In his superb Washington Post Column, Ken Harney analyzed a little publicized settlement between the FTC and fallen Investment Bank firm Bear Stearns that has implications for the way buyers should get and handle their loans. From the column, the complaint against Bear Stearns’ subsidiary EMC was:
But the FTC’s complaint and settlement on Sept. 9 allege that EMC hit mortgage customers with unauthorized fees, misrepresented how much money they owed, harassed homeowners with debt-collection techniques including “property inspections” that were designed to get collectors into houses illegally, and failed to tell national credit reporting bureaus that borrowers were disputing derogatory reports.
EMC was accused of committing these acts with loans they did not originate, loans they purchased on the secondary market. So you as a consumer could get a loan with a trusted and honest mortgage company, have that loan sold on the secondary market, and then have your loan serviced by a dubious loan servicing company that gives you improper charges and damages your credit rating over charges that you do not really owe:
“Despite indications that loan data obtained from prior loan servicers . . . was likely inaccurate or unverified, EMC nonetheless used that data” to demand principal and interest payments and late fees from customers who didn’t actually owe what they were being charged, the FTC’s complaint said.
What can a home buyer or borrower do to protect themself from these practices?
1. Know the terms of your loan, how much money you owe on the loan, and when penalties apply to your loan. Don’t just assume your lender is right when they send you a bill for a different amount than you think you should pay. Follow up and UNDERSTAND your loan.
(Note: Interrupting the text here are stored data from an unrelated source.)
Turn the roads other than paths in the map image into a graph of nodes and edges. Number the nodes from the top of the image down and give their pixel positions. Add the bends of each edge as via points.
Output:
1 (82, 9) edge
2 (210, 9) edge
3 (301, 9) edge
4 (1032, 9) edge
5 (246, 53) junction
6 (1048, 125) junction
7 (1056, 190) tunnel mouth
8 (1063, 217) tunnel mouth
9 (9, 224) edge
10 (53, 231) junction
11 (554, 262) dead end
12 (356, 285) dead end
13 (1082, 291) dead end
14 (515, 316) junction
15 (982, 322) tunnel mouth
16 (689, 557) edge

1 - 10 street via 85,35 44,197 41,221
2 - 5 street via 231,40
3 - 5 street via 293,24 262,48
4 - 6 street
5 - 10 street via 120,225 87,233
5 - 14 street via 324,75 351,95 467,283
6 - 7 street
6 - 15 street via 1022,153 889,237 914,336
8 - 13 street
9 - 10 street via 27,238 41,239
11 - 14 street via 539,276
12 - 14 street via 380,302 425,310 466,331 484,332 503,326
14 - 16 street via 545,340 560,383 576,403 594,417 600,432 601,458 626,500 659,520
2. When you get a new loan, get it from a trusted source that doesn’t resell all of their loans. I’ve written previously on working smart with a loan officer. Frank has this warning on working with internet lenders. The important element in your relationship with a lender is accountability. Take seriously the loan officer that your real estate agent recommends. That loan officer wants to enhance his relationship to your agent by doing a great job for you. Ask any loan officer you work with what percentage of loans they resell. I recommend you favor a mortgage company that keeps most or all of their loans. They can’t promise you your loan will never be sold, but their record will speak for itself.
3. Keep track of your credit rating. If your lender (or anybody) gives you a derogatory comment on your report that isn’t factual, you need to dispute it. Don’t let somebody falsely ruin your credit.